Eureka provides a Eureka client, which makes the interaction between servers seamless. It is a Java-based client.

Eureka acts as a middle tier load balancer that helps to load balance the host of a middle-tier services. They provide a simple round robin-based load balancing by default. The load balancing algorithm can be customized as needed with a wrapper.

They cannot provide sticky sessions. They also fit perfectly for client-based load balancing scenarios (as seen earlier).

Eureka has no restriction on the communication technology. We can use anything, such as Thrift, HTTP, or any RPC mechanisms, for communication.

Imagine our application is in different AWS Availability Zones. We register a Eureka cluster in each of the zones that holds information about available services in that region only and start the Eureka server in each zone to handle zone failures.

All the services will register themselves to the Eureka server and send their heartbeats. When the client no longer sends a heartbeat, the service is taken out of the registry itself and the information is passed across the Eureka nodes in the cluster. Then, any client from any zone will look up the registry information to locate it and then make any remote calls.

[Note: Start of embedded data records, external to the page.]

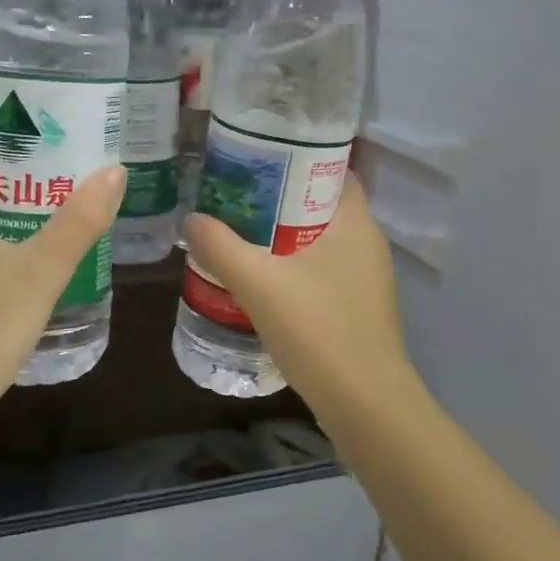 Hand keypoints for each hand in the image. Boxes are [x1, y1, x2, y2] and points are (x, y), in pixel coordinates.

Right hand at [184, 177, 414, 414]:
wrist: (363, 402)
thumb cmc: (318, 330)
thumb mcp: (258, 283)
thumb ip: (221, 247)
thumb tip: (191, 219)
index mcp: (355, 222)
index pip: (332, 169)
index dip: (296, 158)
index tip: (256, 159)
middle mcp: (368, 243)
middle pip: (321, 205)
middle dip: (280, 199)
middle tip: (235, 196)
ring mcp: (367, 278)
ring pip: (321, 241)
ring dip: (285, 236)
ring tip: (241, 234)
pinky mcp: (360, 306)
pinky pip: (324, 271)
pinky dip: (295, 267)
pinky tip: (264, 280) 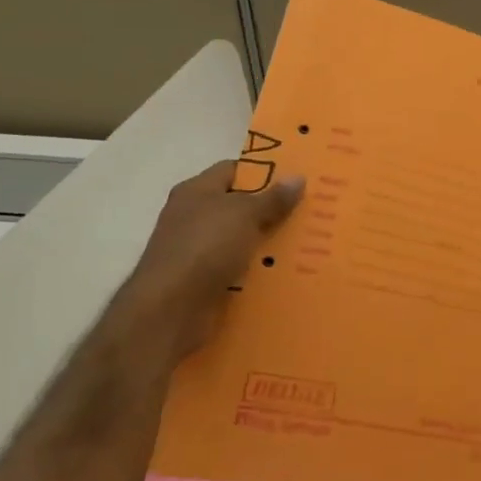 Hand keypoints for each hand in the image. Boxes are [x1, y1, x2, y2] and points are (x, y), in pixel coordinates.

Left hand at [125, 161, 304, 358]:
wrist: (170, 310)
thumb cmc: (205, 247)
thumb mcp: (245, 214)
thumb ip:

Also, we need to ensure that Eureka clusters between regions do not communicate with each other.

Eureka prefers availability over consistency. That is when the services are connected to the Eureka server and it shares the complete configuration between the services. This enables services to run even when the Eureka server goes down. In production, we have to run Eureka in a high availability cluster for better consistency.

Eureka also has the ability to add or remove the servers on the fly. This makes it the right choice for service registry and service discovery.